Posted By: ChrisRedfield
Household and Living Arrangement Projections: The Extended Cohort-Component Method and Applications to the U.S. and China

Yi Zeng, Kenneth Land, Wang Zhenglian - Household and Living Arrangement Projections: The Extended Cohort-Component Method and Applications to the U.S. and China
Published: 2013-12-17 | ISBN: 9048189055, 9048189071 | PDF | 357 pages | 6 MB


This book presents an innovative demographic toolkit known as the ProFamy extended cohort-component method for the projection of household structures and living arrangements with empirical applications to the United States, the largest developed country, and China, the largest developing country. The ProFamy method uses demographic rates as inputs to project detailed distributions of household types and sizes, living arrangements of all household members, and population by age, sex, race/ethnicity, and urban/rural residence at national, sub-national, or small area levels. It can also project elderly care needs and costs, pension deficits, and household consumption. The ProFamy method presented herein has substantial merits compared to the traditional headship rate method, which is not linked to demographic rates and projects limited household types without other household members than "heads".

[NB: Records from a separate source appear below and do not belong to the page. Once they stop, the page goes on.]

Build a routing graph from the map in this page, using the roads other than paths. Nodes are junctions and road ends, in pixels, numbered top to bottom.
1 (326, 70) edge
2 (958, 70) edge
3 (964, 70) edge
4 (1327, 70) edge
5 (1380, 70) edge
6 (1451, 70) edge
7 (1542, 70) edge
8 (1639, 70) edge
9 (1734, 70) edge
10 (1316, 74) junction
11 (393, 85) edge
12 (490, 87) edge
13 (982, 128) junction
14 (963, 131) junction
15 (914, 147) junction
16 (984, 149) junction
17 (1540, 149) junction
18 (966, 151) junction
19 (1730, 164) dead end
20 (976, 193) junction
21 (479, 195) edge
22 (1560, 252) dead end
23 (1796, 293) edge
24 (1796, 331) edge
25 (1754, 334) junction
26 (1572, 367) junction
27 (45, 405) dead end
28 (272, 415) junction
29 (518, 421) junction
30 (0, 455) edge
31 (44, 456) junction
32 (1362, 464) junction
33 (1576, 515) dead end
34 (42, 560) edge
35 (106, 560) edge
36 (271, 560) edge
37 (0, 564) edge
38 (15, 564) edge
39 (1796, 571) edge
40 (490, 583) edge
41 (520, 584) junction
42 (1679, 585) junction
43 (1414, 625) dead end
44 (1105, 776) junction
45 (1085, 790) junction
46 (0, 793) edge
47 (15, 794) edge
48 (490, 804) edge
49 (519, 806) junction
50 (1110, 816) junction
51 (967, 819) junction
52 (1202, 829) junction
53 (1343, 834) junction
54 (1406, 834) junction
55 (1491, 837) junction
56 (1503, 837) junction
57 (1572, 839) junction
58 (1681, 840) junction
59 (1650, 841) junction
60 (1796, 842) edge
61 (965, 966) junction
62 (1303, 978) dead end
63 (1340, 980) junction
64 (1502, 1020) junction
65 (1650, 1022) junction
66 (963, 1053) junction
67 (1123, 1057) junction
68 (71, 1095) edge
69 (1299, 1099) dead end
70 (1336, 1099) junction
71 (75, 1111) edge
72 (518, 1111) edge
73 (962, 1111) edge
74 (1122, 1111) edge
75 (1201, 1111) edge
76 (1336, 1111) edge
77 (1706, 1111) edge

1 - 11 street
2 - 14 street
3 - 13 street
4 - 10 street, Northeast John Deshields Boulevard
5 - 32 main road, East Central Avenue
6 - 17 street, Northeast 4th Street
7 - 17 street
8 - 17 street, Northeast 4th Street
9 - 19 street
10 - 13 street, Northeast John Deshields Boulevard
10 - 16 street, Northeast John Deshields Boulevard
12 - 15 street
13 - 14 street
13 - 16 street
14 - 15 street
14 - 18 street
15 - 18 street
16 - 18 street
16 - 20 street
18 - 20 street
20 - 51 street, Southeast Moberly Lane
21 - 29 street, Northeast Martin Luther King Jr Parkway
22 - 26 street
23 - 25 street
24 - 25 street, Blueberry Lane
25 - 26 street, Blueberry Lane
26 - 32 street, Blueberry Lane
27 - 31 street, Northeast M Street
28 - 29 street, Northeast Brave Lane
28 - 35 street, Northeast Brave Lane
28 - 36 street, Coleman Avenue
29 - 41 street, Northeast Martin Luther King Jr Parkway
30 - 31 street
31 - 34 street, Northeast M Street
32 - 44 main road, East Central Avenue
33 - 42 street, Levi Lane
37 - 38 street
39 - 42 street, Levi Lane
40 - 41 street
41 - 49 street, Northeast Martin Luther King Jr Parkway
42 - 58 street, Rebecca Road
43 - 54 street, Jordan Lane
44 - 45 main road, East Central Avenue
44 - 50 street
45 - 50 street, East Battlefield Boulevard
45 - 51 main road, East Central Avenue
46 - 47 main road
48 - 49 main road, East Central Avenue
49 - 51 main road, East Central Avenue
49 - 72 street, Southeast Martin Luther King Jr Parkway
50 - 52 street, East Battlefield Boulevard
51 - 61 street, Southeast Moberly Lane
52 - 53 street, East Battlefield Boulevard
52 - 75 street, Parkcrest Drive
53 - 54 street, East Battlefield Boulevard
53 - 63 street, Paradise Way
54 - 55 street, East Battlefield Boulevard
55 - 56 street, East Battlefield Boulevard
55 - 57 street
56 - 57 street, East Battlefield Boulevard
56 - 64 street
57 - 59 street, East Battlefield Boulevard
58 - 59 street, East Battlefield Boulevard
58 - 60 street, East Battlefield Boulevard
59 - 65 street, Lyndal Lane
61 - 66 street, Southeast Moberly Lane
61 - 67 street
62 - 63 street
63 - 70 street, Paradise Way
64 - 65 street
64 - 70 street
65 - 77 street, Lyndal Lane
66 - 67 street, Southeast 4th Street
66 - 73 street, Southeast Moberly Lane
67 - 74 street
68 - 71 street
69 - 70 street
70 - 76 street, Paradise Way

The book consists of four parts. The first part presents the methodology, data, estimation issues, and empirical assessments. The next parts present applications in the United States (part two) and China (part three), concerning demographic, social, economic, and business research; policy analysis, including forecasting future trends of household type/size, elderly living arrangements, disability, and home-based care costs, and household consumption including housing and vehicles. The fourth part includes a user’s guide for the ProFamy software to project households, living arrangements, and home-based consumptions.
This book offers an invaluable toolkit for researchers, analysts and students in academic, public and private businesses, whose work is related to levels and rates of change in households, population and consumption patterns.